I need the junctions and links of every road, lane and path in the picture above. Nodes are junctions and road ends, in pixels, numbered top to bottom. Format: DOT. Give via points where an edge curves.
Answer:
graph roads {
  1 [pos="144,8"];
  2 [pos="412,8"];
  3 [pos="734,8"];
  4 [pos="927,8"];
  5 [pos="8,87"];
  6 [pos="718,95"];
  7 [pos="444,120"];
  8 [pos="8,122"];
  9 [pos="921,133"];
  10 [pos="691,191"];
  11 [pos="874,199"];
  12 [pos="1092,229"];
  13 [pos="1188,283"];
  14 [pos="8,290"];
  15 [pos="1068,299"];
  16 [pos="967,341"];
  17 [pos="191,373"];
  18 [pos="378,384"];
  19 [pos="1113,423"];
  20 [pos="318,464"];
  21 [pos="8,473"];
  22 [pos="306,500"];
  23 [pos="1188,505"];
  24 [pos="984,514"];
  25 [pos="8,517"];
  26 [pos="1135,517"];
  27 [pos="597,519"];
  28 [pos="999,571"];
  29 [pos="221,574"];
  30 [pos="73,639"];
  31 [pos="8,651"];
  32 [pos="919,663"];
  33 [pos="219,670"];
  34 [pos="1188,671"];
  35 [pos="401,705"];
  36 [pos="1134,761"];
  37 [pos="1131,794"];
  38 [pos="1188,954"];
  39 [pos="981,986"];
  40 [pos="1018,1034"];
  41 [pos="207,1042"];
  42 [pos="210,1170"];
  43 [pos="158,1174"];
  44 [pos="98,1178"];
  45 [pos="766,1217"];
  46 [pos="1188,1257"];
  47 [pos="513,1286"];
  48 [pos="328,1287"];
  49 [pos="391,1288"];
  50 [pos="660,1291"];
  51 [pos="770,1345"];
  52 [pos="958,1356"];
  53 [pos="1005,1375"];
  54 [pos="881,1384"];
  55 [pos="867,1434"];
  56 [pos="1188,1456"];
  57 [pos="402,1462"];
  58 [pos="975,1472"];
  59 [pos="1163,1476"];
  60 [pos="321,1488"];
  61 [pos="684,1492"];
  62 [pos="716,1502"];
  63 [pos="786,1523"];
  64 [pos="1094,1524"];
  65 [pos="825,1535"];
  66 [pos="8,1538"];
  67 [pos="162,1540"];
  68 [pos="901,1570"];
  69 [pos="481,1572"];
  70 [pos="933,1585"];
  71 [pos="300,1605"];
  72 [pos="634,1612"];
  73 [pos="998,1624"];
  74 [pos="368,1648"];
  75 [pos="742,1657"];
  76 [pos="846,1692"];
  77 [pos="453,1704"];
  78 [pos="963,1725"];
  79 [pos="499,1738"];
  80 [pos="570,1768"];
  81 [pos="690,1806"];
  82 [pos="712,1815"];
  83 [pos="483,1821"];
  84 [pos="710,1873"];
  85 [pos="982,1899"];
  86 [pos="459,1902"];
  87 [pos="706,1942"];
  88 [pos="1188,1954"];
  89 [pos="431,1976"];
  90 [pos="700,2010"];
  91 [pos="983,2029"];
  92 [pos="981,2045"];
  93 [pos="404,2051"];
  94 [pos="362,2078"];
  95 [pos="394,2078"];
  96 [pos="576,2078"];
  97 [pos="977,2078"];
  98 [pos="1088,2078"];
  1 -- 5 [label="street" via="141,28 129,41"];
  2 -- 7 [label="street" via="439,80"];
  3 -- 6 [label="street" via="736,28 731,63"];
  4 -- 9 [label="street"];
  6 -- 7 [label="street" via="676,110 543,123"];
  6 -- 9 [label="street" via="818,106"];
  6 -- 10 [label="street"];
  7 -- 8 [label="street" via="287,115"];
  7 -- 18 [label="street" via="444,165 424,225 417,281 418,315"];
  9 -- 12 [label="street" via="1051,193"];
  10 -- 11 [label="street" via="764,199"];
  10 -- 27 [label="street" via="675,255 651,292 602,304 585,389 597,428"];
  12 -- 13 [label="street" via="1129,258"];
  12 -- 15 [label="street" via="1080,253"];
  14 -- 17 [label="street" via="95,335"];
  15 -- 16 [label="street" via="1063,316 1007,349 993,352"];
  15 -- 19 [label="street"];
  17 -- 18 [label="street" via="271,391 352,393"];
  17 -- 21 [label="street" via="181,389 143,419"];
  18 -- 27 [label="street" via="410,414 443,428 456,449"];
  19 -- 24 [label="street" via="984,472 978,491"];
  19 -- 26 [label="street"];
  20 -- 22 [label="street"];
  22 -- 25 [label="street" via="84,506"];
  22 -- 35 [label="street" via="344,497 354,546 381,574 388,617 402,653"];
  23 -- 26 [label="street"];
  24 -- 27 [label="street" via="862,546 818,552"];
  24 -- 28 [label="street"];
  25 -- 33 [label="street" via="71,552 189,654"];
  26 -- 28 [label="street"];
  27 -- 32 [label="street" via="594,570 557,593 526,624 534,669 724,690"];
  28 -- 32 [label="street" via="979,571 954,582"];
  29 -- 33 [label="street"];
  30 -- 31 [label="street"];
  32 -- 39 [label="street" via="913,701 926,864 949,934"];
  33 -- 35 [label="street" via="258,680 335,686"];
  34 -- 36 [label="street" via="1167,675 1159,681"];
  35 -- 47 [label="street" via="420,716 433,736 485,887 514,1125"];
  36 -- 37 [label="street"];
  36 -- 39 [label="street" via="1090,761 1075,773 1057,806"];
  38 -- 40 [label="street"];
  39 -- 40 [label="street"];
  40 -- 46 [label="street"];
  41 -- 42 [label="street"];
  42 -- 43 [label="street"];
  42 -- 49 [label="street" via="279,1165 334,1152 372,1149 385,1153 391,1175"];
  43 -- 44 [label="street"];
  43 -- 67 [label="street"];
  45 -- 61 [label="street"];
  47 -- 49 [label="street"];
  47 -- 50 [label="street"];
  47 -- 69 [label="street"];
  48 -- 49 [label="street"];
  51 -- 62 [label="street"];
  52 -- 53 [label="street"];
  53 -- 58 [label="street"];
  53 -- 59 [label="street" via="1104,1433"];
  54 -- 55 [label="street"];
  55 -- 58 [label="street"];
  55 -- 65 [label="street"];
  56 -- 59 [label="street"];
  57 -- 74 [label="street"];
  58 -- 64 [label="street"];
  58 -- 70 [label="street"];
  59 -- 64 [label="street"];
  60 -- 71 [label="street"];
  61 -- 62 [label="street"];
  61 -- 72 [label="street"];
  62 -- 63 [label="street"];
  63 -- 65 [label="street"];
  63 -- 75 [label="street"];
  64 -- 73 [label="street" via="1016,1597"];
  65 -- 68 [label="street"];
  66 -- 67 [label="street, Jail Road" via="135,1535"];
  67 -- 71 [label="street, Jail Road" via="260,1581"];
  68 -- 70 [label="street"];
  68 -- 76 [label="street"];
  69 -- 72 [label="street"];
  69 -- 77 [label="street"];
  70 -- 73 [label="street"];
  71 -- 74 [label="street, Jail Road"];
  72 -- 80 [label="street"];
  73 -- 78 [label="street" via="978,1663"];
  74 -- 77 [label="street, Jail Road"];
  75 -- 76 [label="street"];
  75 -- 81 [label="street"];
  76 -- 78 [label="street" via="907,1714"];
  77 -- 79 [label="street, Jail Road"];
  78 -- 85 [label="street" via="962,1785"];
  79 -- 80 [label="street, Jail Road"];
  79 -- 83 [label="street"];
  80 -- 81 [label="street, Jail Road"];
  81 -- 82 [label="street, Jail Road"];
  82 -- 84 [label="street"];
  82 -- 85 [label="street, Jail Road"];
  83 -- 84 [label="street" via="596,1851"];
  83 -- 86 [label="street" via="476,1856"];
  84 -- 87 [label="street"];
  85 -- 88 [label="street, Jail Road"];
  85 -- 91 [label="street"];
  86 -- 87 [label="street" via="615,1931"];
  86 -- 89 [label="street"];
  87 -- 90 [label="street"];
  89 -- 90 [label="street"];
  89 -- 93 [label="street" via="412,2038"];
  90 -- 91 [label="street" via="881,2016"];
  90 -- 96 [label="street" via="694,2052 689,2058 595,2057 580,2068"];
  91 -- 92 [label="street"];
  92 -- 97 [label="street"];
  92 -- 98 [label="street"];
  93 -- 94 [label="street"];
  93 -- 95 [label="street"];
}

[To do]
Among the entries above, identify all lines with "Jail" and copy them.

[Result of this exercise]
  66 -- 67 [label="street, Jail Road" via="135,1535"];
  67 -- 71 [label="street, Jail Road" via="260,1581"];
  71 -- 74 [label="street, Jail Road"];
  74 -- 77 [label="street, Jail Road"];
  77 -- 79 [label="street, Jail Road"];
  79 -- 80 [label="street, Jail Road"];
  80 -- 81 [label="street, Jail Road"];
  81 -- 82 [label="street, Jail Road"];
  82 -- 85 [label="street, Jail Road"];
  85 -- 88 [label="street, Jail Road"];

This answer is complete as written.